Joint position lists
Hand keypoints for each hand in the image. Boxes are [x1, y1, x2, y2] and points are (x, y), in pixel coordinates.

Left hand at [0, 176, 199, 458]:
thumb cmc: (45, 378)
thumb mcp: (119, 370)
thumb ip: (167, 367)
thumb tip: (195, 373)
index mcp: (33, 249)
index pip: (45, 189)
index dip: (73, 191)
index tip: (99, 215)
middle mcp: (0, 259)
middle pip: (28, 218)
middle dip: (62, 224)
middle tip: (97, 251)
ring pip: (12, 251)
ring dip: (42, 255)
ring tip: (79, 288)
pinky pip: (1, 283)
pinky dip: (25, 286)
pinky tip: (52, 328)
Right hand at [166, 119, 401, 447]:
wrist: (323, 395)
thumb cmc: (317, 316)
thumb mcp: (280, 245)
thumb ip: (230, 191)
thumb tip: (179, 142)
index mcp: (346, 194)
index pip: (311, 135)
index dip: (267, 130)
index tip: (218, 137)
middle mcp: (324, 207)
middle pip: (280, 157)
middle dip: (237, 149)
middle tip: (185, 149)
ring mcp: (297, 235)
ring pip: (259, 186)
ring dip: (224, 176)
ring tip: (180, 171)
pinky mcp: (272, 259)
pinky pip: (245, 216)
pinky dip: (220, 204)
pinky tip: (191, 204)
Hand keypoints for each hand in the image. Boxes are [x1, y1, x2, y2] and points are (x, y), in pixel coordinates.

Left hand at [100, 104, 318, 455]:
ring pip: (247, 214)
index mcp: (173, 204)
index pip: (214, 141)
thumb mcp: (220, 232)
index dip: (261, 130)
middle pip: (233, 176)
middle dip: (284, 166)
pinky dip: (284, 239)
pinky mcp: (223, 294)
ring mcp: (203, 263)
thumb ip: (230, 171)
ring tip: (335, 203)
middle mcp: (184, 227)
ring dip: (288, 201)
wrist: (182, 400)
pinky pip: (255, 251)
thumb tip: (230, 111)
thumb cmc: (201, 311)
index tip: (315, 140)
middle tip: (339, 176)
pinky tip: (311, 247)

**PROBLEM DESCRIPTION**
Only the lines from the one with "thumb mcp: (280, 245)" through the final line above belong in the answer, each reproduced word for word.

**SOLUTION FOR THIS TASK**
thumb mcp: (280, 245)
thumb ip: (230, 191)
thumb tip: (179, 142)
index mcp: (346, 194)
index pip: (311, 135)
index dip: (267, 130)
index tip: (218, 137)
middle mcp: (324, 207)
middle pip: (280, 157)
middle dip: (237, 149)
middle tip: (185, 149)
ring mcp: (297, 235)
ring pip: (259, 186)
ring dip: (224, 176)
ring tip: (180, 171)
pinky mcp: (272, 259)
pinky pip: (245, 216)
pinky dip: (220, 204)
pinky tip: (191, 204)
Hand keypoints for each hand in the image. Boxes are [x1, y1, x2, y2] and points are (x, y), in pixel coordinates.

Left hand at [100, 104, 318, 455]:
ring pip: (247, 214)
index mcp: (173, 204)
index pip: (214, 141)
thumb mcp: (220, 232)
index dip: (261, 130)
middle pip: (233, 176)
middle dip: (284, 166)
pinky dip: (284, 239)
pinky mcp: (223, 294)
ring mcp: (203, 263)
thumb ip: (230, 171)
ring tip: (335, 203)
middle mcp: (184, 227)
ring dip: (288, 201)
wrist: (182, 400)
pinky pip: (255, 251)
thumb tip: (230, 111)
thumb cmc: (201, 311)
index tip: (315, 140)
middle tip: (339, 176)
pinky tip: (311, 247)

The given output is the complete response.